◆ **AVAILABLE DATA**:
---+---
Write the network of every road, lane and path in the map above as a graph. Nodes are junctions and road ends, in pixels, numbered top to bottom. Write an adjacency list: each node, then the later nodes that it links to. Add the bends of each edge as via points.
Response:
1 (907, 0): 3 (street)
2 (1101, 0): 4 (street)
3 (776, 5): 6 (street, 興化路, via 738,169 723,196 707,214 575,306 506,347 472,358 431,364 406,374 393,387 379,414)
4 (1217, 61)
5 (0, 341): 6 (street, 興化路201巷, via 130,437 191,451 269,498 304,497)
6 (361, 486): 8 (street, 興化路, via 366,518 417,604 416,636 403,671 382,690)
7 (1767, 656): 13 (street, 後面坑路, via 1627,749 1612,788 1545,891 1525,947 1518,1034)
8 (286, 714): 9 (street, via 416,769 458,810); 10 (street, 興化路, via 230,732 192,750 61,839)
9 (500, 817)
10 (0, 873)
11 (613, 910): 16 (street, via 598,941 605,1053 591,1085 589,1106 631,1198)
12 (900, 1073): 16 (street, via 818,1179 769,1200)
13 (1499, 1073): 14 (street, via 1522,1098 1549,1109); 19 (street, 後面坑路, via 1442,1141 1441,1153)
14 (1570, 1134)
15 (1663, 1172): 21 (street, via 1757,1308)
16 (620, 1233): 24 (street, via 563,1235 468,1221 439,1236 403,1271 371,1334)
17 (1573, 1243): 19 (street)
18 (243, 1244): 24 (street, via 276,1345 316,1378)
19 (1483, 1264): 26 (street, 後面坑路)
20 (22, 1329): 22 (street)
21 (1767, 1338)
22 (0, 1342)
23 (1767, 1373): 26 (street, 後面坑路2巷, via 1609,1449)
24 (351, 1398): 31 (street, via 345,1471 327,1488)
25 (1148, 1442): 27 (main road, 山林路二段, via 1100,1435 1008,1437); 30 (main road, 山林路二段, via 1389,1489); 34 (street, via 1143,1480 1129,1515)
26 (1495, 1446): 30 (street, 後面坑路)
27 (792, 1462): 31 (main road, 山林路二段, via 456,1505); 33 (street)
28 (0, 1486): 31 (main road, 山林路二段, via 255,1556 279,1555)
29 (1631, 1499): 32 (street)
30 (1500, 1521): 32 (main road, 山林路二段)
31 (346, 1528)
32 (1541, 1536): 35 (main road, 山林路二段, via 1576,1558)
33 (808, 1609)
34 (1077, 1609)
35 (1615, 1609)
---+---
◆ **DESCRIPTION OF THE TASK**:
Search the preceding listing for "山林路二段" and extract every line where it is found.

◆ **TASK OUTPUT**:
25 (1148, 1442): 27 (main road, 山林路二段, via 1100,1435 1008,1437); 30 (main road, 山林路二段, via 1389,1489); 34 (street, via 1143,1480 1129,1515)
27 (792, 1462): 31 (main road, 山林路二段, via 456,1505); 33 (street)
28 (0, 1486): 31 (main road, 山林路二段, via 255,1556 279,1555)
30 (1500, 1521): 32 (main road, 山林路二段)
32 (1541, 1536): 35 (main road, 山林路二段, via 1576,1558)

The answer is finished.